The number of pension funds that now have exposure to a range of global assets to decrease market volatility shot up by 65% compared to last year, according to a international investment management firm.
In its latest industry poll, published yesterday, Baring Asset Management highlighted that over four-fifths (83%) of defined benefit pension funds now have exposure to multi-asset strategies to provide long-term risk-adjusted returns. Such asset classes could include: bonds; equities; commodities; property or cash. Overall, the poll found a rise in the number of pension funds concerned about volatility and risk.

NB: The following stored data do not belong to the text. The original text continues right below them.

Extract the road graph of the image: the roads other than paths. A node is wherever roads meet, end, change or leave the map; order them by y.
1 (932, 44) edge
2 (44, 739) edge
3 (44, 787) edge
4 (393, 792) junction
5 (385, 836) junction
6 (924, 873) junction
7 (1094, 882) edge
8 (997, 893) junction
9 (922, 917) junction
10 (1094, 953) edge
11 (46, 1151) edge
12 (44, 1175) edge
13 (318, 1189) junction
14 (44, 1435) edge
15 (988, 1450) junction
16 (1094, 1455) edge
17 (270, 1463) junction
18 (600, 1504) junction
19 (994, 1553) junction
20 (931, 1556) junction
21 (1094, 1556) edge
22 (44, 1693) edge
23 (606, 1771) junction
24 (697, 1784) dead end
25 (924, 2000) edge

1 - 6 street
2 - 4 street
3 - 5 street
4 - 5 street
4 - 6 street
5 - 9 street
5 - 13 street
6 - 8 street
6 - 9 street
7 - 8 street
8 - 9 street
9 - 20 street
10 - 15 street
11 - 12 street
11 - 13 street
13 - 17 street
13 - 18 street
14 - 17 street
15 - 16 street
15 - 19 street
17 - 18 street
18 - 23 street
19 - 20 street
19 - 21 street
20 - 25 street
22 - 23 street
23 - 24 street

Barings' poll of 85 private and public investment managers in the UK revealed that 60% of the respondents had changed the asset allocation of their funds to reduce volatility while two-fifths (40%) had done so to better match assets to liabilities more effectively. Just a third (33%) had made changes to secure greater returns.
Andrew Benton, head of international sales and business development at Barings, said: 'The overarching theme from this latest study is an increasing awareness of "volatility", and the need to manage that, among pension funds. There are tangible rises in the use of multi-asset strategies and a continuing focus on liabilities as pension funds look to better manage risks.'
However, the biggest challenges to investment growth over the next six months, remained European sovereign debt, levels of US debt and the slow growth in China - cited by 61%, 58% and 47% of respondents respectively.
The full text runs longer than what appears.